Appendix B: Compassionate mindfulness - Carers

  • Sit for a minute of two with your eyes closed. Allow your mind to settle a bit. Focus on the breath, letting your thoughts about tasks and the future and the past to fall away from your mind for a little while.  
  • Bring your attention to what you do for a living. Bring into awareness all of the people you see who suffer, who are in some sort of distress, the work you do to help them. Reflect on your intentions for these people; that they suffer less, that they find some answers to the problems in their lives, that they experience less distress and sometimes also experience happiness or contentment, that they have a sense of peace in their lives.  
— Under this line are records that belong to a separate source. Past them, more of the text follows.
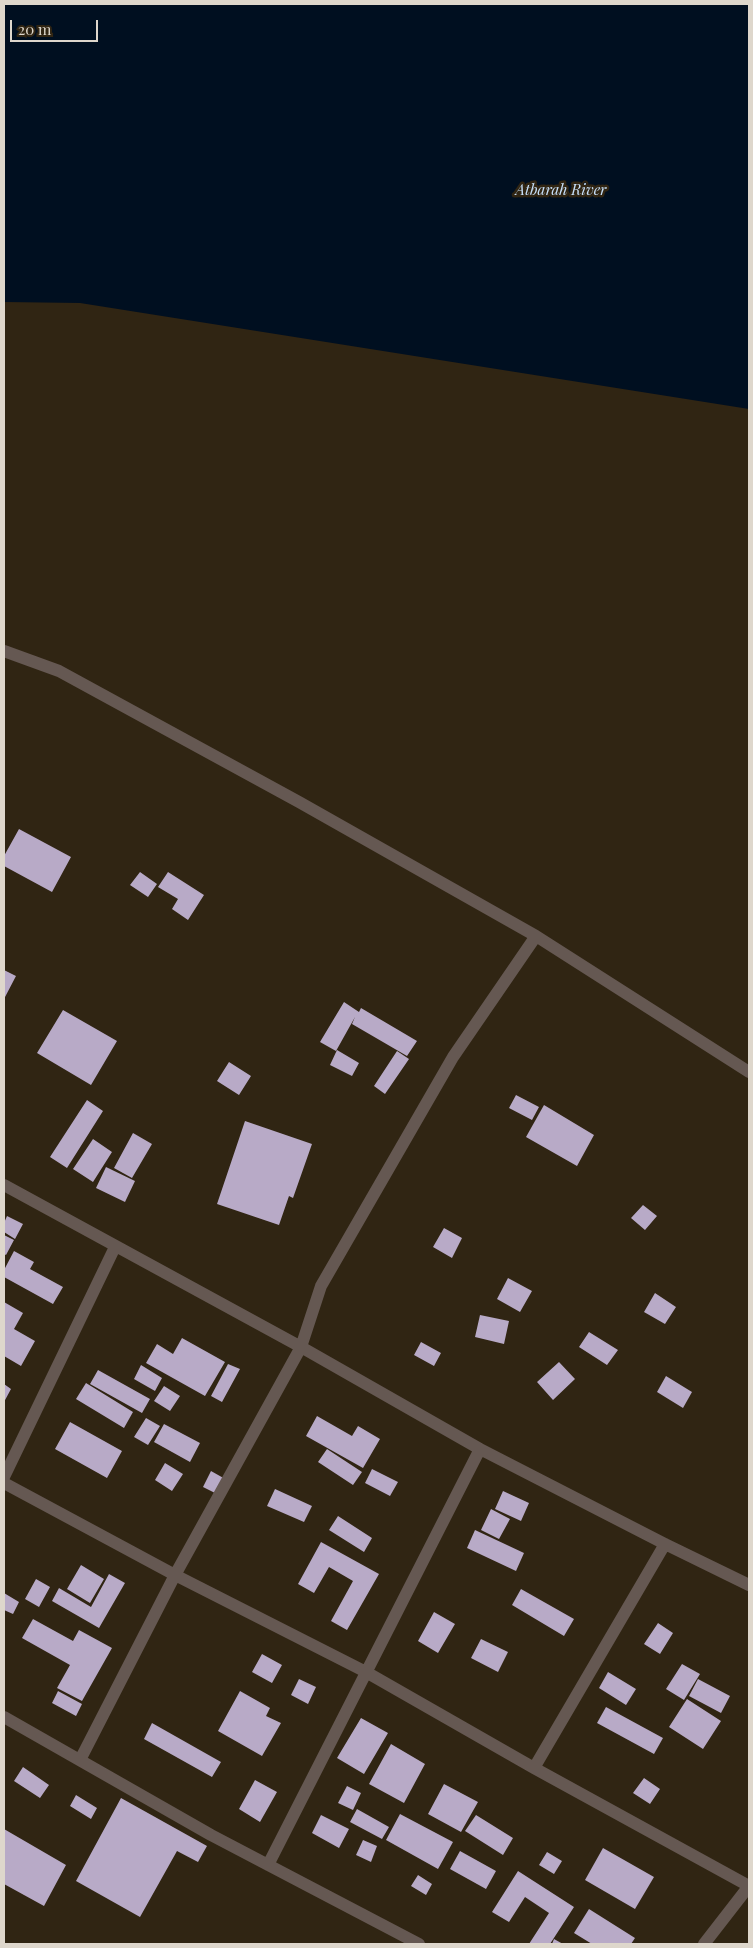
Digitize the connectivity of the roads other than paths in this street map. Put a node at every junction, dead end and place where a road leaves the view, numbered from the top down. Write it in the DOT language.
graph roads {
  1 [pos="4,651"];
  2 [pos="536,936"];
  3 [pos="749,1072"];
  4 [pos="4,1185"];
  5 [pos="115,1246"];
  6 [pos="302,1347"];
  7 [pos="480,1449"];
  8 [pos="4,1477"];
  9 [pos="4,1482"];
  10 [pos="665,1544"];
  11 [pos="175,1575"];
  12 [pos="749,1585"];
  13 [pos="366,1672"];
  14 [pos="4,1717"];
  15 [pos="80,1760"];
  16 [pos="534,1768"];
  17 [pos="268,1864"];
  18 [pos="749,1886"];
  19 [pos="419,1944"];
  20 [pos="704,1944"];
  1 -- 2 [label="street"];
  2 -- 3 [label="street"];
  2 -- 6 [label="street"];
  4 -- 5 [label="street"];
  5 -- 6 [label="street"];
  5 -- 8 [label="street"];
  6 -- 7 [label="street"];
  6 -- 11 [label="street"];
  7 -- 10 [label="street"];
  7 -- 13 [label="street"];
  9 -- 11 [label="street"];
  10 -- 12 [label="street"];
  10 -- 16 [label="street"];
  11 -- 13 [label="street"];
  11 -- 15 [label="street"];
  13 -- 16 [label="street"];
  13 -- 17 [label="street"];
  14 -- 15 [label="street"];
  15 -- 17 [label="street"];
  16 -- 18 [label="street"];
  17 -- 19 [label="street"];
  18 -- 20 [label="street"];
}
  • Allow your compassion to grow and expand—hold in your mind these human beings caught in painful circumstances, in one way or another doing the best they can with the resources they have. Send caring and compassionate feelings towards them. And also to yourself, as someone not that different from them, although perhaps more fortunate at this moment in time.  
  • Bring one of these people, one of your clients, into mind—someone whose difficulties are especially difficult to you right now. Let yourself imagine what he or she feels, see what he or she sees. Try not to get lost in this person’s suffering—it is, after all, their suffering, not yours; watch it from the grounded, caring place that you have established. Allow yourself to imagine their pain, but not get caught in it.  
  • Reflect on what you know of this person’s experience. Note that it is not a bad thing to hurt when you have been hurt. This person's distress is part of their lived experience, part of being alive. It is ultimately transient; it will, inevitably, change and shift. Acknowledge the honour that you are allowed to be present with this person as this moment in time, this point in theirs and your lives, in all the complexity of pain and caring.  
  • Allow a gentle curiosity about your present experience of doing this exercise to grow. Notice, accept, and even embrace any feelings and thoughts that may be arising in you as you do this reflection—thoughts about how privileged you are, to be where you are, doing what you are doing. Your work and your relationship to the people you support is a special gift, although it may not always seem that way. See if you can directly experience the honour of being able to intervene in the suffering and distress of others. It could have gone differently, you might have ended up doing something less meaningful or beneficial. Remember, if this is true for you, how you have always wanted to be able to make some difference in the lives of other people and how lucky you are that you can.  
  • Allow yourself now to gently bring your attention and awareness back to your breath—noticing the inward and outward breaths you take at this particular present moment.  

©Kent Smith 2011 (adapted from John Briere, 2011).